Legal Managing misconduct arising from mental illness
Employees experiencing mental illness at work are increasingly recognised as a group requiring greater support and understanding. Two-thirds of the population experiences mental health problems at some point in their lives, and a recent study from the Mental Health Foundation found that one in six people experience mental health problems in the workplace.
Mental Health Awareness Week recognises the need for employers to take proactive steps to reduce the stigma of mental health in the workplace and to help dispel the myths around it. But how should an employer respond when an employee’s conduct crosses the line into misconduct, where this relates to their mental health? What is an employer’s duty of care, how much latitude is an employer required to give and what are the legal implications of failing to get it right?
One of the first steps an employer can take is to implement a mental health or occupational health policy that will provide a framework for dealing with mental ill-health in the workplace. A practical step is to train managers on the impact that deteriorating mental health can have on behaviour. This approach enables preventative and supportive measures to be put in place before problems arise.
Getting the approach right is essential to avoiding the tribunal or to effectively defending a tribunal claim. Recent case law indicates that discrimination arising from a disability (which includes mental impairment), introduced by section 15 of the Equality Act 2010, affords individuals a wider protection than relying on a failure to make reasonable adjustments. There has been an increase in tribunal claims relying on this provision.
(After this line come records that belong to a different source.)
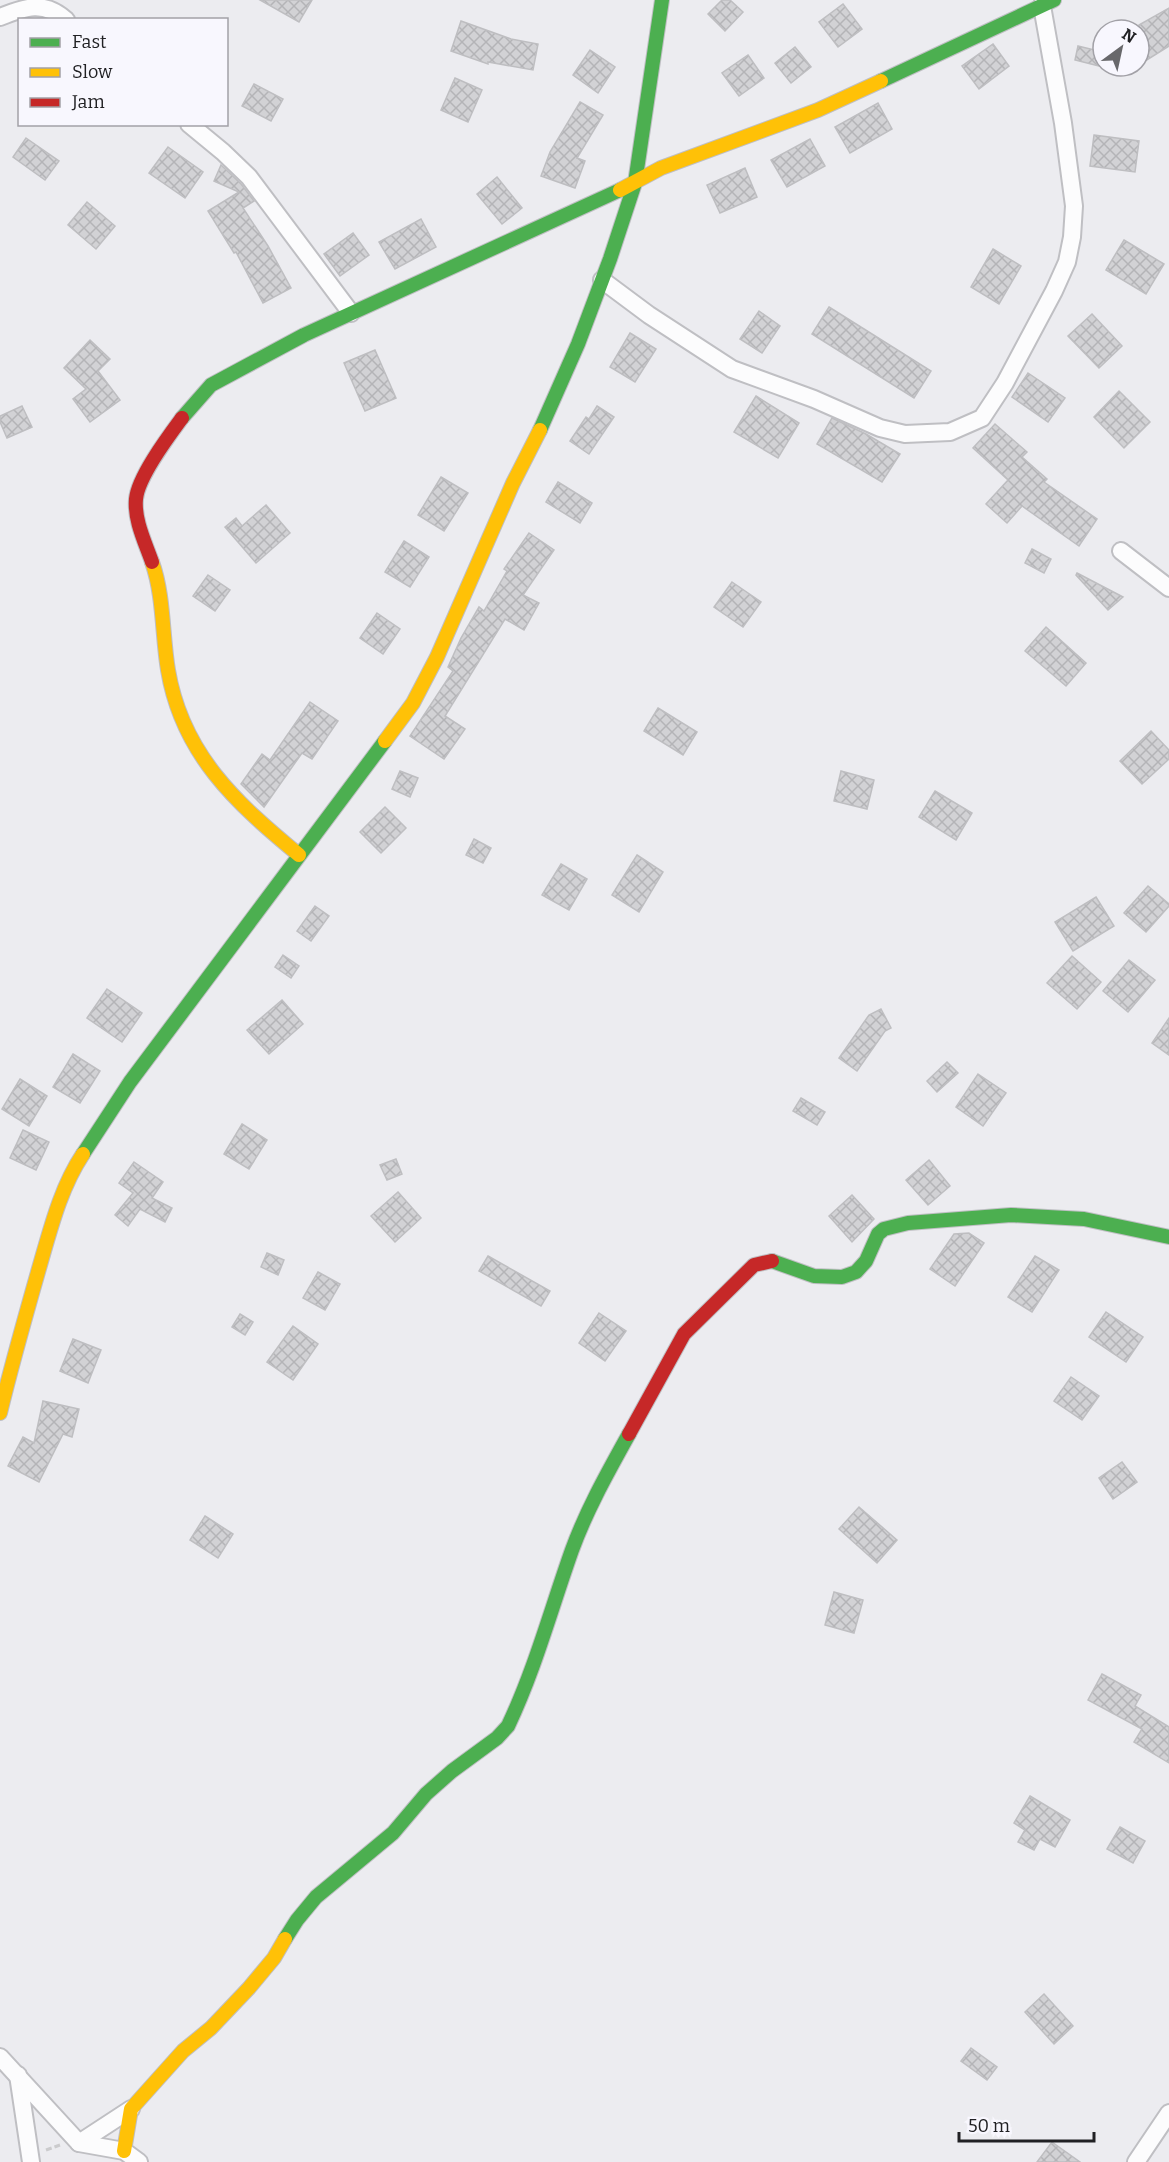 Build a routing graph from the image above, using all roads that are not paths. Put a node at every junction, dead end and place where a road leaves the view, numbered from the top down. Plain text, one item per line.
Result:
1 (663, 0) edge
2 (1047, 2) edge
3 (58, 10) edge
4 (0, 17) edge
5 (191, 126) edge
6 (635, 183) junction
7 (602, 280) junction
8 (351, 313) junction
9 (1121, 551) dead end
10 (1169, 588) edge
11 (300, 855) junction
12 (1169, 1237) edge
13 (0, 1413) edge
14 (0, 2058) edge
15 (18, 2075) junction
16 (131, 2109) junction
17 (1169, 2113) edge
18 (79, 2143) junction
19 (124, 2151) junction
20 (30, 2161) edge
21 (139, 2162) edge
22 (1136, 2162) edge

1 - 6 street
2 - 6 street
2 - 7 street
3 - 4 street
5 - 8 street
6 - 7 street
6 - 8 street
7 - 11 street
8 - 11 street
9 - 10 street
11 - 13 street
12 - 16 street
14 - 15 street
15 - 18 street
15 - 20 street
16 - 18 street
16 - 19 street
17 - 22 street
18 - 19 street
19 - 21 street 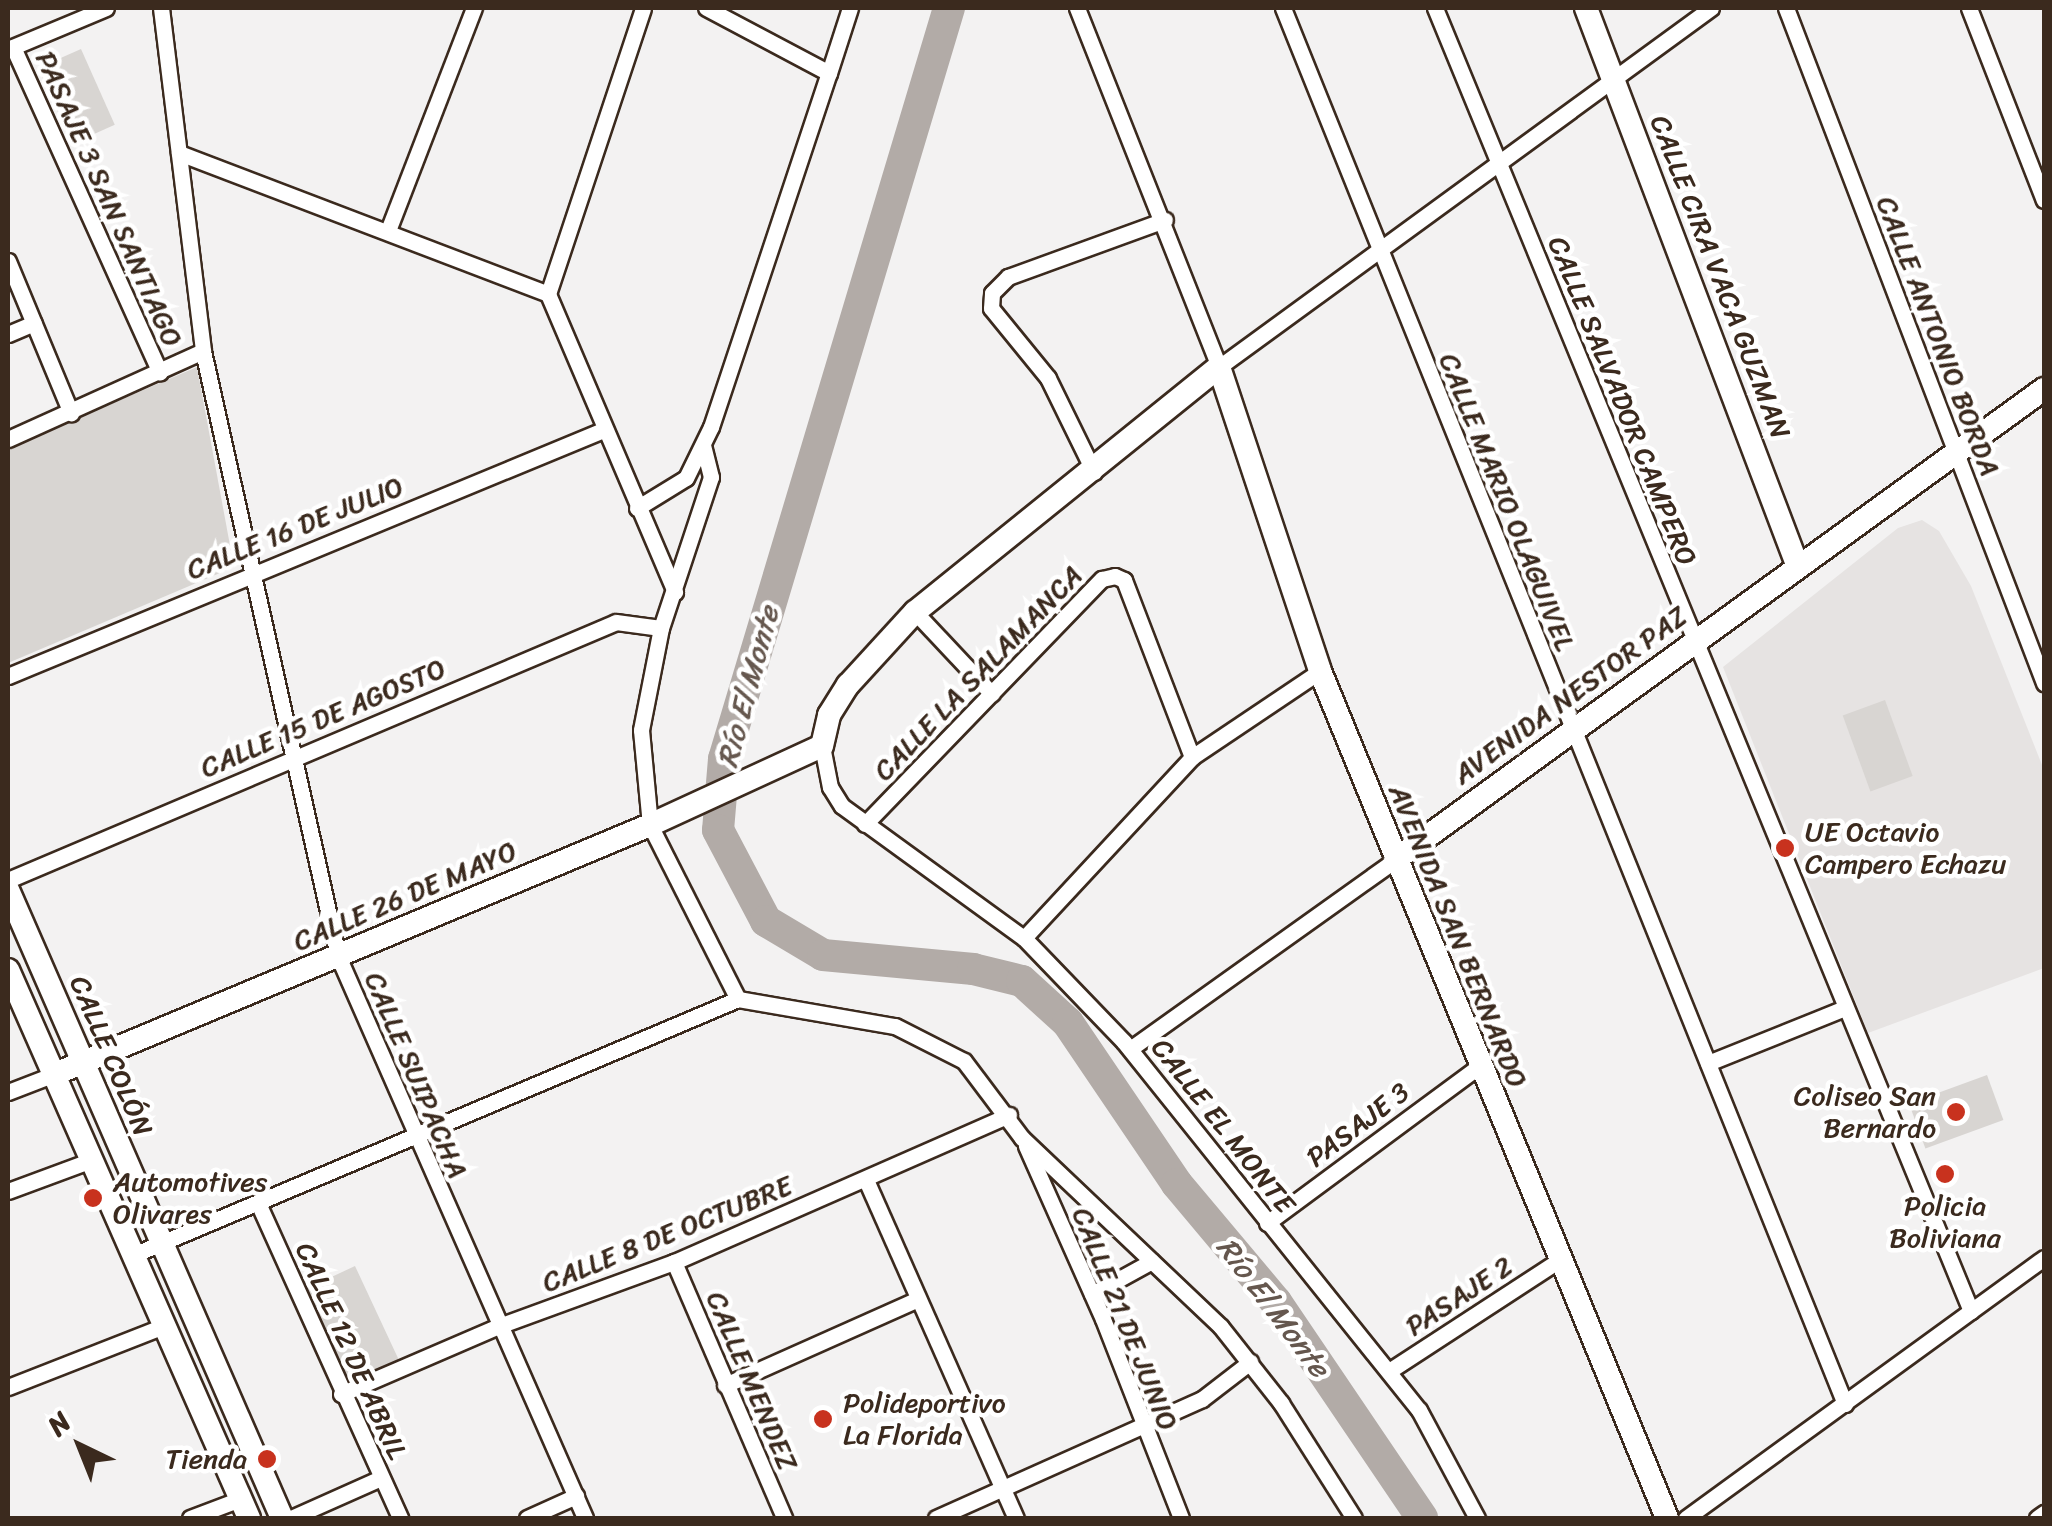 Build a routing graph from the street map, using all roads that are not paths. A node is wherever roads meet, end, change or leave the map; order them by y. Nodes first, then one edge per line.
1 (106, 8) edge
2 (161, 8) edge
3 (474, 8) edge
4 (644, 8) edge
5 (706, 8) edge
6 (850, 8) edge
7 (1076, 8) edge
8 (1282, 8) edge
9 (1435, 8) edge
10 (1586, 8) edge
11 (1711, 8) edge
12 (1786, 8) edge
13 (1968, 8) edge
14 (10, 48) edge
15 (829, 73) junction
16 (1612, 80) junction
17 (178, 152) junction
18 (1497, 164) junction
19 (2044, 200) edge
20 (1165, 220) junction
21 (389, 228) junction
22 (1380, 249) junction
23 (8, 261) edge
24 (548, 294) junction
25 (34, 322) junction
26 (8, 334) edge
27 (203, 351) junction
28 (1219, 367) junction
29 (160, 372) junction
30 (2044, 390) edge
31 (71, 413) junction
32 (603, 430) junction
33 (8, 439) edge
34 (703, 445) junction
35 (1957, 456) junction
36 (1094, 472) junction
37 (638, 508) junction
38 (1798, 567) junction
39 (251, 573) junction
40 (675, 592) junction
41 (915, 612) junction
42 (661, 628) junction
43 (1694, 642) junction
44 (1320, 672) junction
45 (8, 676) edge
46 (2044, 683) edge
47 (992, 694) junction
48 (1571, 729) junction
49 (822, 746) junction
50 (292, 757) junction
51 (1192, 757) junction
52 (865, 824) junction
53 (650, 826) junction
54 (1395, 860) junction
55 (8, 880) edge
56 (8, 890) edge
57 (1024, 938) junction
58 (338, 956) junction
59 (8, 970) edge
60 (738, 998) junction
61 (1845, 1008) junction
62 (1130, 1049) junction
63 (1708, 1063) junction
64 (81, 1064) junction
65 (1478, 1067) junction
66 (56, 1074) junction
67 (8, 1092) edge
68 (1009, 1116) junction
69 (414, 1135) junction
70 (1022, 1138) junction
71 (92, 1160) junction
72 (866, 1180) junction
73 (8, 1192) edge
74 (258, 1203) junction
75 (1267, 1223) junction
76 (160, 1244) junction
77 (132, 1256) junction
78 (2044, 1258) edge
79 (1152, 1261) junction
80 (674, 1262) junction
81 (1556, 1262) junction
82 (1092, 1294) junction
83 (916, 1300) junction
84 (1972, 1312) junction
85 (164, 1326) junction
86 (499, 1326) junction
87 (1250, 1362) junction
88 (1389, 1372) junction
89 (725, 1385) junction
90 (8, 1387) edge
91 (341, 1394) junction
92 (1845, 1404) junction
93 (1141, 1424) junction
94 (380, 1478) junction
95 (1003, 1489) junction
96 (576, 1496) junction
97 (244, 1509) edge
98 (2044, 1513) edge
99 (190, 1518) edge
100 (282, 1518) edge
101 (291, 1518) edge
102 (400, 1518) edge
103 (526, 1518) edge
104 (585, 1518) edge
105 (784, 1518) edge
106 (936, 1518) edge
107 (1016, 1518) edge
108 (1181, 1518) edge
109 (1354, 1518) edge
110 (1476, 1518) edge
111 (1667, 1518) edge
112 (1686, 1518) edge
113 (2037, 1518) edge

1 - 14 street
2 - 17 street
3 - 21 street
4 - 24 street
5 - 15 street
6 - 15 street
7 - 20 street, AVENIDA SAN BERNARDO
8 - 22 street, CALLE MARIO OLAGUIVEL
9 - 18 street, CALLE SALVADOR CAMPERO
10 - 16 street, CALLE CIRA VACA GUZMAN
11 - 16 street
12 - 35 street, CALLE ANTONIO BORDA
13 - 19 street
14 - 29 street, PASAJE 3 SAN SANTIAGO
15 - 34 street
16 - 18 street
16 - 38 street, CALLE CIRA VACA GUZMAN
17 - 21 street
17 - 27 street
18 - 22 street
18 - 43 street, CALLE SALVADOR CAMPERO
20 - 28 street, AVENIDA SAN BERNARDO
20 - 36 street
21 - 24 street
22 - 28 street
22 - 48 street, CALLE MARIO OLAGUIVEL
23 - 25 street
24 - 32 street
25 - 26 street
25 - 31 street
27 - 29 street
27 - 39 street, CALLE SUIPACHA
28 - 36 street
28 - 44 street, AVENIDA SAN BERNARDO
29 - 31 street
30 - 35 street, AVENIDA NESTOR PAZ
31 - 33 street
32 - 37 street
32 - 39 street, CALLE 16 DE JULIO
34 - 37 street
34 - 40 street
35 - 38 street, AVENIDA NESTOR PAZ
35 - 46 street, CALLE ANTONIO BORDA
36 - 41 street
37 - 40 street
38 - 43 street, AVENIDA NESTOR PAZ
39 - 45 street, CALLE 16 DE JULIO
39 - 50 street, CALLE SUIPACHA
40 - 42 street
41 - 47 street
41 - 49 street
42 - 50 street, CALLE 15 DE AGOSTO
42 - 53 street
43 - 48 street, AVENIDA NESTOR PAZ
43 - 61 street, CALLE SALVADOR CAMPERO
44 - 51 street
44 - 54 street, AVENIDA SAN BERNARDO
47 - 51 street, CALLE LA SALAMANCA
47 - 52 street, CALLE LA SALAMANCA
48 - 54 street, AVENIDA NESTOR PAZ
48 - 63 street, CALLE MARIO OLAGUIVEL
49 - 52 street
49 - 53 street, CALLE 26 DE MAYO
50 - 55 street, CALLE 15 DE AGOSTO
50 - 58 street, CALLE SUIPACHA
51 - 57 street
52 - 57 street, CALLE EL MONTE
53 - 58 street, CALLE 26 DE MAYO
53 - 60 street
54 - 62 street, AVENIDA NESTOR PAZ
54 - 65 street, AVENIDA SAN BERNARDO
56 - 64 street, CALLE COLÓN
57 - 62 street, CALLE EL MONTE
58 - 64 street, CALLE 26 DE MAYO
58 - 69 street, CALLE SUIPACHA
59 - 66 street
60 - 68 street
60 - 69 street
61 - 63 street
61 - 84 street, CALLE SALVADOR CAMPERO
62 - 75 street, CALLE EL MONTE
63 - 92 street, CALLE MARIO OLAGUIVEL
64 - 66 street, CALLE 26 DE MAYO
64 - 76 street, CALLE COLÓN
65 - 75 street, PASAJE 3
65 - 81 street, AVENIDA SAN BERNARDO
66 - 67 street, CALLE 26 DE MAYO
66 - 71 street
68 - 70 street
68 - 72 street, CALLE 8 DE OCTUBRE
69 - 74 street
69 - 86 street, CALLE SUIPACHA
70 - 79 street
70 - 82 street, CALLE 21 DE JUNIO
71 - 73 street
71 - 77 street
72 - 80 street, CALLE 8 DE OCTUBRE
72 - 83 street
74 - 76 street
74 - 91 street, CALLE 12 DE ABRIL
75 - 88 street, CALLE EL MONTE
76 - 77 street
76 - 100 street, CALLE COLÓN
77 - 85 street
78 - 84 street
79 - 82 street
79 - 87 street
80 - 86 street, CALLE 8 DE OCTUBRE
80 - 89 street, CALLE MENDEZ
81 - 88 street, PASAJE 2
81 - 111 street, AVENIDA SAN BERNARDO
82 - 93 street, CALLE 21 DE JUNIO
83 - 89 street
83 - 95 street
84 - 92 street
85 - 90 street
85 - 97 street
86 - 91 street, CALLE 8 DE OCTUBRE
86 - 96 street, CALLE SUIPACHA
87 - 93 street
87 - 109 street
88 - 110 street, CALLE EL MONTE
89 - 105 street, CALLE MENDEZ
91 - 94 street, CALLE 12 DE ABRIL
92 - 112 street
93 - 95 street
93 - 108 street, CALLE 21 DE JUNIO
94 - 101 street
94 - 102 street, CALLE 12 DE ABRIL
95 - 106 street
95 - 107 street
96 - 103 street
96 - 104 street, CALLE SUIPACHA
97 - 99 street
98 - 113 street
Section 15 refers to discrimination occurring where the employer treats the employee unfavourably “because of something arising in consequence of their disability”. Unlike most other forms of discrimination, no comparator is required (which arguably makes it easier to bring a claim), although the provision also contains a justification defence. Employers may therefore be able to objectively justify their decision to impose a disciplinary penalty on this basis.
For example, in the tribunal case of Nally v Freshfields Care Ltd, Mr Nally suffered from PTSD and was dismissed after two outbursts at work. Although a medical report had been requested after the first incident, when he told his employers about his condition, they failed to follow up on this. The tribunal ruled that his dismissal amounted to discrimination arising from his disability under section 15. His employers should have considered delaying his dismissal to obtain a medical report. They could also have considered demotion or suspension.
If a misconduct situation arises, and the employee argues that their behaviour was down to their disability, employers should:
- delay a disciplinary hearing until they have received medical advice to determine whether the employee is disabled under the statutory definition;
- make a referral to occupational health (OH) experts who specialise in mental health, with detailed questions around the statutory definition of disability. Not every person who has a mental illness will meet the legal definition and be protected;
- not simply ‘rubber stamp’ the views from OH – the report needs to properly considered. If it is clear from the report that the person is disabled, and the employer had actual or constructive knowledge of the disability at the time of the incident, this will affect the sanction to be applied at the disciplinary hearing; and
- give serious consideration to applying a lesser sanction or, depending on the facts, taking no action. If dismissal is being considered, legal advice should be taken.